Fitzwilliam String Quartet - Shostakovich: Last Three String Quartets - Europadisc
The phrase ‘self-recommending’ is often used too readily for recordings in these days of technical and sonic perfection, but just occasionally there are releases that justify the epithet, where technique, recording and fundamental musicality come together in perfect harmony. And that certainly applies to two dazzling new releases of Shostakovich string quartets from two groups playing at the peak of their game.
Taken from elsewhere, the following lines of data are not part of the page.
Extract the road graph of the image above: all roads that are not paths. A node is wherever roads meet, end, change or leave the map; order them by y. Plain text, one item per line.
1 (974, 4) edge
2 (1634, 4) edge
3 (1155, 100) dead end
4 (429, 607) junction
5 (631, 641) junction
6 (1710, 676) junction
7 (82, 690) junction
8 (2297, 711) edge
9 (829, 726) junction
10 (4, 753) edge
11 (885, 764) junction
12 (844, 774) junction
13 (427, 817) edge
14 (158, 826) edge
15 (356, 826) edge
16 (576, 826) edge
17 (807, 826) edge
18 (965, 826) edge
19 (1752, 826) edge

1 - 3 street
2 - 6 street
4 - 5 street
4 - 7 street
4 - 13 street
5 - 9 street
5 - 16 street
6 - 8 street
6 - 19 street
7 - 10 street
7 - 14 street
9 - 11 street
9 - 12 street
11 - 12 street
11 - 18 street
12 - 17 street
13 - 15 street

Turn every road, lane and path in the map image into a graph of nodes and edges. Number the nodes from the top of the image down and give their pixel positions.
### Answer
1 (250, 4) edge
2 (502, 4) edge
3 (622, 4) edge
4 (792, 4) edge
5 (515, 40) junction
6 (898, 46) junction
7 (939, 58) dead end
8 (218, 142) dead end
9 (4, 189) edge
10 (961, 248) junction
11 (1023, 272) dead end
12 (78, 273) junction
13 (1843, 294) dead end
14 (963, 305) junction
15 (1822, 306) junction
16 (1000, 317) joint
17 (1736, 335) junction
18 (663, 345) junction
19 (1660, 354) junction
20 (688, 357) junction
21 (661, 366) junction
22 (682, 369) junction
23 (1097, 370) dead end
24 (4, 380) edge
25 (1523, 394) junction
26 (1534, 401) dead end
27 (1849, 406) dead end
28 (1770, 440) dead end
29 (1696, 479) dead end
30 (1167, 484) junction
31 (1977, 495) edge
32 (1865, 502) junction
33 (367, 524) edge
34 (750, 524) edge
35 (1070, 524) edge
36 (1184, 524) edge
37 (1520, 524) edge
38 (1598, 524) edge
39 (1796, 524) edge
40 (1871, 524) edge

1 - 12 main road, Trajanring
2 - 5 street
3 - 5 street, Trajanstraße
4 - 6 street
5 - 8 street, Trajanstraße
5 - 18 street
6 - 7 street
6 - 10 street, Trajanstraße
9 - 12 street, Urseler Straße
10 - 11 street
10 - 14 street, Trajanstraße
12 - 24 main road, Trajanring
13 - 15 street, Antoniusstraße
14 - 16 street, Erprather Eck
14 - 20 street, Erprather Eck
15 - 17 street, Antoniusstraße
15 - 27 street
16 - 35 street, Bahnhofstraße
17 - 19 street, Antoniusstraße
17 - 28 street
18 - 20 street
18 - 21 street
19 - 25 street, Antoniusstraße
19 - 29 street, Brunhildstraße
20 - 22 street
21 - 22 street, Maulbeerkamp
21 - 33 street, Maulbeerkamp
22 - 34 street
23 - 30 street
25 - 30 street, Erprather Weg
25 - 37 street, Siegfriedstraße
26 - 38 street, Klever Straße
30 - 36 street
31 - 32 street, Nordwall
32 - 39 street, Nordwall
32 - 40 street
Nor should any serious admirer of Shostakovich’s string quartets overlook the 50th anniversary recording from the Fitzwilliam String Quartet. Viola player Alan George is the only surviving member of the group’s original line-up, but he provides a direct link to the composer himself: his vivid and extensive booklet notes for the FSQ’s remarkable new accounts of the last three string quartets (1970-74) include reminiscences of the ensemble’s contacts with Shostakovich, including a lovely photo of Shostakovich and George together in York. The musicians themselves may not have Russian or Slavic pedigree, but their playing is steeped in knowledge of the Russian tradition, and their playing in these works, which they were among the first to champion in the West, with the composer’s blessing, has a unique authority and tradition behind it. Their complete cycle on Decca remains a benchmark, but their latest thoughts on these late masterpieces are unmissable, showing an even greater depth and responsiveness, every phrase and note, every percussive stroke, carefully weighted, every tempo inflection and nuance of phrasing brilliantly judged. Few other groups uncover quite so much variety or subtlety of inflection in the bold succession of Adagios that make up what turned out to be Shostakovich’s final quartet, the Fifteenth. But this is a group as much at home in Haydn as it is in Shostakovich, and that depth and breadth of experience stands them in excellent stead here, as do Philip Hobbs’ production and engineering skills for Linn Records. Just as much as the PHQ single disc, this 2-disc set is required listening for any lover of this music. Self-recommending indeed!